Kelley A. Uhlig was awarded $500 by the Chesapeake Potomac Regional Chapter (CPRC) of the Society of Environmental Toxicology and Chemistry (SETAC). This travel award allowed Kelley to present her research at the National SETAC meeting held 1-5 November 2015 in Salt Lake City, Utah.
Kelley's research aims at determining how natural biofilms may influence sorption and leaching of toxic chemicals. Her supervisor is Dr. Rob Hale.
Kelley's poster was entitled "Sorption of persistent organic pollutants to two bio-based polymers, polylactic acid and polyhydroxyalkanoate".

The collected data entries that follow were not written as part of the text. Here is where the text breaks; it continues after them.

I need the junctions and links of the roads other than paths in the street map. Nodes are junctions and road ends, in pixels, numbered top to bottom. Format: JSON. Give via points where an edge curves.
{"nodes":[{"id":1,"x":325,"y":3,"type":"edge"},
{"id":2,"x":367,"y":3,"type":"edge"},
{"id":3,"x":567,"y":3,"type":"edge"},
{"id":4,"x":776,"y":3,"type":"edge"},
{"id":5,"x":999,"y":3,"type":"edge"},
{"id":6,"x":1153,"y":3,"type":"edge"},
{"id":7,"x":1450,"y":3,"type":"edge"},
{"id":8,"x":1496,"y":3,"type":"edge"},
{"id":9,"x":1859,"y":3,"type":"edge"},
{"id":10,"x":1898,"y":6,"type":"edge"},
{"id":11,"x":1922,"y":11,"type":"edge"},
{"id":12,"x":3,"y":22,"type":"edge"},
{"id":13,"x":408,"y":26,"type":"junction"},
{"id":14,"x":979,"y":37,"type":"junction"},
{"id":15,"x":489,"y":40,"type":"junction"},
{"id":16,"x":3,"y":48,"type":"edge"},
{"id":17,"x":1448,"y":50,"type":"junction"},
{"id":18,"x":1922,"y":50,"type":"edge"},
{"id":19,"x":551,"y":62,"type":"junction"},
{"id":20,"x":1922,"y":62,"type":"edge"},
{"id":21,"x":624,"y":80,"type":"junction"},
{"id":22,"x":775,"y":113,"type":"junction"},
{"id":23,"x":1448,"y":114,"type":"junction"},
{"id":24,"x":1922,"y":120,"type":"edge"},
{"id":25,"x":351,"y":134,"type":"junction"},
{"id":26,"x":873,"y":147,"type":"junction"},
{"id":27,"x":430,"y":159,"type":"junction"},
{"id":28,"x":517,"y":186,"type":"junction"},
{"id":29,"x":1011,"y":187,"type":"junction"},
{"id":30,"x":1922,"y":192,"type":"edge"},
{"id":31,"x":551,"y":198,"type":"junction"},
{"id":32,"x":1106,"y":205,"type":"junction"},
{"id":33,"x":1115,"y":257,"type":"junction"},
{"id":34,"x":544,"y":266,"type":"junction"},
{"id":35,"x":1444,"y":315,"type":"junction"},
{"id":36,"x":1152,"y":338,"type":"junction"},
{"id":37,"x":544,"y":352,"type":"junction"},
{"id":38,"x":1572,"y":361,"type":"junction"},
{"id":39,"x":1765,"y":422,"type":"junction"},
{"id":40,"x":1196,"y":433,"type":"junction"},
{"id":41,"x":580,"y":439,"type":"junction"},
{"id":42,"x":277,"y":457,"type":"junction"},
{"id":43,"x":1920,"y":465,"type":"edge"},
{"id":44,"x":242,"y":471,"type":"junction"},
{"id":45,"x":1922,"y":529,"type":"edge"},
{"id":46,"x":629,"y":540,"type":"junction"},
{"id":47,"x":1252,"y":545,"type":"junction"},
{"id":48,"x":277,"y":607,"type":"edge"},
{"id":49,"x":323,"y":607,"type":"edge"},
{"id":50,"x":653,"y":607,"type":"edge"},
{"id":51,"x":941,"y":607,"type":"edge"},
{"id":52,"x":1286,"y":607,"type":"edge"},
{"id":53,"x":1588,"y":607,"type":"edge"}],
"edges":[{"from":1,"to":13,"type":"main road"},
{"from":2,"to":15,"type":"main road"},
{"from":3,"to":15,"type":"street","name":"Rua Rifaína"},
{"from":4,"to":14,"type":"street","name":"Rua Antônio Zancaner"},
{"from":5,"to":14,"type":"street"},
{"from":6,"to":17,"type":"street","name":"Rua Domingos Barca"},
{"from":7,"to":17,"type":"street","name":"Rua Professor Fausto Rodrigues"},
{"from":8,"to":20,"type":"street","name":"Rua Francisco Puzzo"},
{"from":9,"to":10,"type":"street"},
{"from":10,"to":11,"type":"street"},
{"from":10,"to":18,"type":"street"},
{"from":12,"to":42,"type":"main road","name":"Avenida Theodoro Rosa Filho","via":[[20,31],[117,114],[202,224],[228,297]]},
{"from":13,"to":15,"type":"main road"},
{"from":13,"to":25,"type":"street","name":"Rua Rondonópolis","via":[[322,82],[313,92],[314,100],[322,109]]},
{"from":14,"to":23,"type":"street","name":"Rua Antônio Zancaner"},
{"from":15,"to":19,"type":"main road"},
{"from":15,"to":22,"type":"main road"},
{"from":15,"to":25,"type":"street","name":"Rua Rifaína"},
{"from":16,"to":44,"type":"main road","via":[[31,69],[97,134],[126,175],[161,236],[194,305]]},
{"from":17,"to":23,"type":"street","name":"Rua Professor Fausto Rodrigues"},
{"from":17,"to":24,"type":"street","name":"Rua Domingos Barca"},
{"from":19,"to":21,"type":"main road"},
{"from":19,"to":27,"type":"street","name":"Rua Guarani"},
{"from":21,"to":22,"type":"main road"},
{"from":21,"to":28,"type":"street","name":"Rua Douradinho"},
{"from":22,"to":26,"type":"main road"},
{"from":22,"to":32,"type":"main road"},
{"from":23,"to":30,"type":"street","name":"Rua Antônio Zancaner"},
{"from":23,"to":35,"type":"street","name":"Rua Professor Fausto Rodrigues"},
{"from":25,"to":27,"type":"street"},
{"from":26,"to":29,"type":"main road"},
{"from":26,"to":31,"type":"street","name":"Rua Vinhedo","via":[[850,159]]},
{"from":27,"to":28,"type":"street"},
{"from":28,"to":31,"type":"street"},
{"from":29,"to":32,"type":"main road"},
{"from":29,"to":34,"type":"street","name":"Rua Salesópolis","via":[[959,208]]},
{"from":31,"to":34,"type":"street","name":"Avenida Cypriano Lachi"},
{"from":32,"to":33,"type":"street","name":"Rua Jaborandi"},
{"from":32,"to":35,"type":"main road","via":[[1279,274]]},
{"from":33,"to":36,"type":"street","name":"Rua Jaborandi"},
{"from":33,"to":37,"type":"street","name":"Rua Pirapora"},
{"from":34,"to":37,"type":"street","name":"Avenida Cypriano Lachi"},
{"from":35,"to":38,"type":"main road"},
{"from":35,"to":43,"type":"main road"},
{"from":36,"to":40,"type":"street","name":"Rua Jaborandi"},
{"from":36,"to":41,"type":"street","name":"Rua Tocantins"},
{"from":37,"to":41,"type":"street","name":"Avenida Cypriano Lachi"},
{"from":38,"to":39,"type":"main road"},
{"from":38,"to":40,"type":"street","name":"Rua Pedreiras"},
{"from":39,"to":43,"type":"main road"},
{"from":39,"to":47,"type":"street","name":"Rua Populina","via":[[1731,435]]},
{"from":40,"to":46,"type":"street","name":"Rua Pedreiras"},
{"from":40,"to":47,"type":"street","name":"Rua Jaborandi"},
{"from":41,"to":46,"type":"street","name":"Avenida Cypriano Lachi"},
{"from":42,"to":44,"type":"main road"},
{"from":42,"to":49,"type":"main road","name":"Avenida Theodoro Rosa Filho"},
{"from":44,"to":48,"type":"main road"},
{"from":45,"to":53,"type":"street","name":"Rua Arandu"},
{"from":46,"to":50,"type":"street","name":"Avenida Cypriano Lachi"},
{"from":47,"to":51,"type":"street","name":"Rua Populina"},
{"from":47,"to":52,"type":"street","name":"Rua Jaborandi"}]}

Abstract. Plastic production has grown 620% since 1975, with over 200 million metric tons produced annually. With the lack of cradle-to-grave waste practices, plastic intrusion on the aquatic and terrestrial environments has become a major environmental concern. Plastics are now ubiquitous in aquatic environments, extending from urban areas to polar seas and the ocean floor. Leaching of chemical additives, present in plastics at % by weight levels, is hypothesized to be enhanced as plastics degrade. Microplastics (plastic particles < 5mm) have also become increasingly recognized as an important transporter of persistent organic pollutants. Ingestion of microplastics containing either additives or surface-sorbed chemicals may deliver enhanced toxicant dosages to organisms of all trophic levels. Biofilms rapidly accumulate on submerged surfaces, acting as a barrier that chemicals need to cross. It has been previously demonstrated that the biofilms play an important role in the accumulation and transfer of some contaminants and various studies have investigated the kinetics and sorption of pesticides in natural river biofilms. However, a specific investigation has not been conducted to examine if natural estuarine biofilms influence the sorption and leaching of persistant, bioaccumulative and toxic (PBT) chemicals to and from microplastics. It has also been implied that plastics may preferentially adsorb different contaminants, but the effects of biofilms on this competition have not been evaluated. Furthermore, consumers are beginning to demand eco-friendly plastics, such as polylactic acid (PLA) used as a replacement for non-degradable plastic packaging and agricultural mulch films and polyhydroxyalkanoate (PHA) suggested as a replacement for cosmetic microbeads. These bioplastics are often characterized as biodegradable therefore investigation of their interactions with PBTs in aquatic environments should be performed before wide adoption of these alternative plastics. This study compares the sorption of PBT chemicals to widely used polyethylene (PE) versus alternatives PLA and PHA and evaluates the influence of natural estuarine biofilms on PBT/microplastic partitioning.